Exercise requirements →
Look through the records and copy each line that has "highway" in it.

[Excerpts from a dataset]

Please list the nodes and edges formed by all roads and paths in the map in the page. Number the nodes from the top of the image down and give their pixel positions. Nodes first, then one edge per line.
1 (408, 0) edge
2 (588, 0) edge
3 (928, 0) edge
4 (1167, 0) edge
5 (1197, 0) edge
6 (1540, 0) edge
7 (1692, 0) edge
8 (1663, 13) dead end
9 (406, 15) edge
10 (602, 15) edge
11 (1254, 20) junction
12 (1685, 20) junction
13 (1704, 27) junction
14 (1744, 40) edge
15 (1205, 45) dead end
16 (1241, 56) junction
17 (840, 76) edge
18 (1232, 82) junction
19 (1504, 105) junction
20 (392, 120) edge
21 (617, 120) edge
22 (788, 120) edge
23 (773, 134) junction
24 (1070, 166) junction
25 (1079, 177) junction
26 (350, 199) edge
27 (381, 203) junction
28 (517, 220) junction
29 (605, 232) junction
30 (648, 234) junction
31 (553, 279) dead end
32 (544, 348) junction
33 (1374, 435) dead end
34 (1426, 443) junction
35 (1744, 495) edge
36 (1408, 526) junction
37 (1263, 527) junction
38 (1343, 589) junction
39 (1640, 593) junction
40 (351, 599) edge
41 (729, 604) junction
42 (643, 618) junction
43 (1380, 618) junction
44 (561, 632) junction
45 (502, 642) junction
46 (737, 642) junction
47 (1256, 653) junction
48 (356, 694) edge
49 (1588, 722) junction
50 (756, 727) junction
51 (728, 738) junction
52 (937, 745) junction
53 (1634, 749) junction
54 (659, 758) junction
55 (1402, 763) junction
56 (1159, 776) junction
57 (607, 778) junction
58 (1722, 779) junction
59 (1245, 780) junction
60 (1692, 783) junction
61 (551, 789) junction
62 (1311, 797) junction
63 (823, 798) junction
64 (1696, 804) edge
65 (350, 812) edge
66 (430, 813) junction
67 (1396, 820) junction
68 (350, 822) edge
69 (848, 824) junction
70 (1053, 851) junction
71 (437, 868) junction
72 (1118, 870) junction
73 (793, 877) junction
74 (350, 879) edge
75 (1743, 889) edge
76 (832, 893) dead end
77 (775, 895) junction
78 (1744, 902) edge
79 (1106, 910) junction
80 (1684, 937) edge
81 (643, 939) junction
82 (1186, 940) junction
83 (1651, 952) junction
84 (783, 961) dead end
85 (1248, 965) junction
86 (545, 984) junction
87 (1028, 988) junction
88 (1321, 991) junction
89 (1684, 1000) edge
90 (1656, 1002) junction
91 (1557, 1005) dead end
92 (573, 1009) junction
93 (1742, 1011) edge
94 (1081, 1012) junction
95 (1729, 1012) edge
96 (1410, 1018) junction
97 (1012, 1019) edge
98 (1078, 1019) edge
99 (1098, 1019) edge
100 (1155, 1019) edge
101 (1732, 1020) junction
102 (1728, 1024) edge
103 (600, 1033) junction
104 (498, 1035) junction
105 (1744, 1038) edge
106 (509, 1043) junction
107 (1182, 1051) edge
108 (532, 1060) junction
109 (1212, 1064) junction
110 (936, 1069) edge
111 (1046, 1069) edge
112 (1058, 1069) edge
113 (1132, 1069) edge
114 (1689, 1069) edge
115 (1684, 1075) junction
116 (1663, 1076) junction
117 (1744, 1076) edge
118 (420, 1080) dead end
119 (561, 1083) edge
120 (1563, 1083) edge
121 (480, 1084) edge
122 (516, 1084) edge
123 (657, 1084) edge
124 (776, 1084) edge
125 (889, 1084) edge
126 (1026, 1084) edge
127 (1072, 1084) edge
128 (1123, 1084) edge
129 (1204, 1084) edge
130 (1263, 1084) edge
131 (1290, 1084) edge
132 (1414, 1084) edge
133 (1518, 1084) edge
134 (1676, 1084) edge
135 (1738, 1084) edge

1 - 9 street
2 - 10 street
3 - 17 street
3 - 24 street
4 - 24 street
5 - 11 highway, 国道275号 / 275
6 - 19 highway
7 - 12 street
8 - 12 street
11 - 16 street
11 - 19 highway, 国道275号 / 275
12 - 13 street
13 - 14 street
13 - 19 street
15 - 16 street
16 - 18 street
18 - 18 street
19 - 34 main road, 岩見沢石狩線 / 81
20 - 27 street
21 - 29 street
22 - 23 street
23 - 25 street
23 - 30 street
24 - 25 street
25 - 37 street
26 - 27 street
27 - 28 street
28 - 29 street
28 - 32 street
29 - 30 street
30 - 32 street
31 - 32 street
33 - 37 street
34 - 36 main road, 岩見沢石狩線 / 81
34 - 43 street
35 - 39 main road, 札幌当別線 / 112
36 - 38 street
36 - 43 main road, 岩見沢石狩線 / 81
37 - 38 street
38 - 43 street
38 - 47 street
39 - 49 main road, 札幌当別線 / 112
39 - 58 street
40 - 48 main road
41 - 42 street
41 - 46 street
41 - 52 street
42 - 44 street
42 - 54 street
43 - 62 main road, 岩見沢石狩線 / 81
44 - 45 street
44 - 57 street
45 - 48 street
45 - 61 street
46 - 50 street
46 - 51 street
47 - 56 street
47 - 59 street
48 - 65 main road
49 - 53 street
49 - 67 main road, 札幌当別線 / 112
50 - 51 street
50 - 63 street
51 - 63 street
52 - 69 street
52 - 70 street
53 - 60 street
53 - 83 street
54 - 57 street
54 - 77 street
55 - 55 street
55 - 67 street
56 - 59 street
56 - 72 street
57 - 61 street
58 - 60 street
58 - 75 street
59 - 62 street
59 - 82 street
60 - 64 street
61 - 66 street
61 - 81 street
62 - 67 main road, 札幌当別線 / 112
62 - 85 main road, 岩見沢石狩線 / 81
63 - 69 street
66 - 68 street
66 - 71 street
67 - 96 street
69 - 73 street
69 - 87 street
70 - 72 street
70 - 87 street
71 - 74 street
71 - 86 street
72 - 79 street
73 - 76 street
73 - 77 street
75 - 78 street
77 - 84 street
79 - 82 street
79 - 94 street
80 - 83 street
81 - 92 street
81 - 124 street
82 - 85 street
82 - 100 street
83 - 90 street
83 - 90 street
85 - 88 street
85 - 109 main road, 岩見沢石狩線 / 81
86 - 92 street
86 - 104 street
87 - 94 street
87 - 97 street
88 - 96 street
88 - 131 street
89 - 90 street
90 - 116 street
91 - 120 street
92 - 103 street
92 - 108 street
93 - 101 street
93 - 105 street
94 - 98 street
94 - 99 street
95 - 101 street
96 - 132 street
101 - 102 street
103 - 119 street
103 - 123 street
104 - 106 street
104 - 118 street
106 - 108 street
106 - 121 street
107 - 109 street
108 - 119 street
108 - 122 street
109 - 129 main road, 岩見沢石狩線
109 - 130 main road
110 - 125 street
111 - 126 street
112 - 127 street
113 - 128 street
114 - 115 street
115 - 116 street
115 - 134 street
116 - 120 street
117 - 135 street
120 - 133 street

Completed task →
5 - 11 highway, 国道275号 / 275
6 - 19 highway
11 - 19 highway, 国道275号 / 275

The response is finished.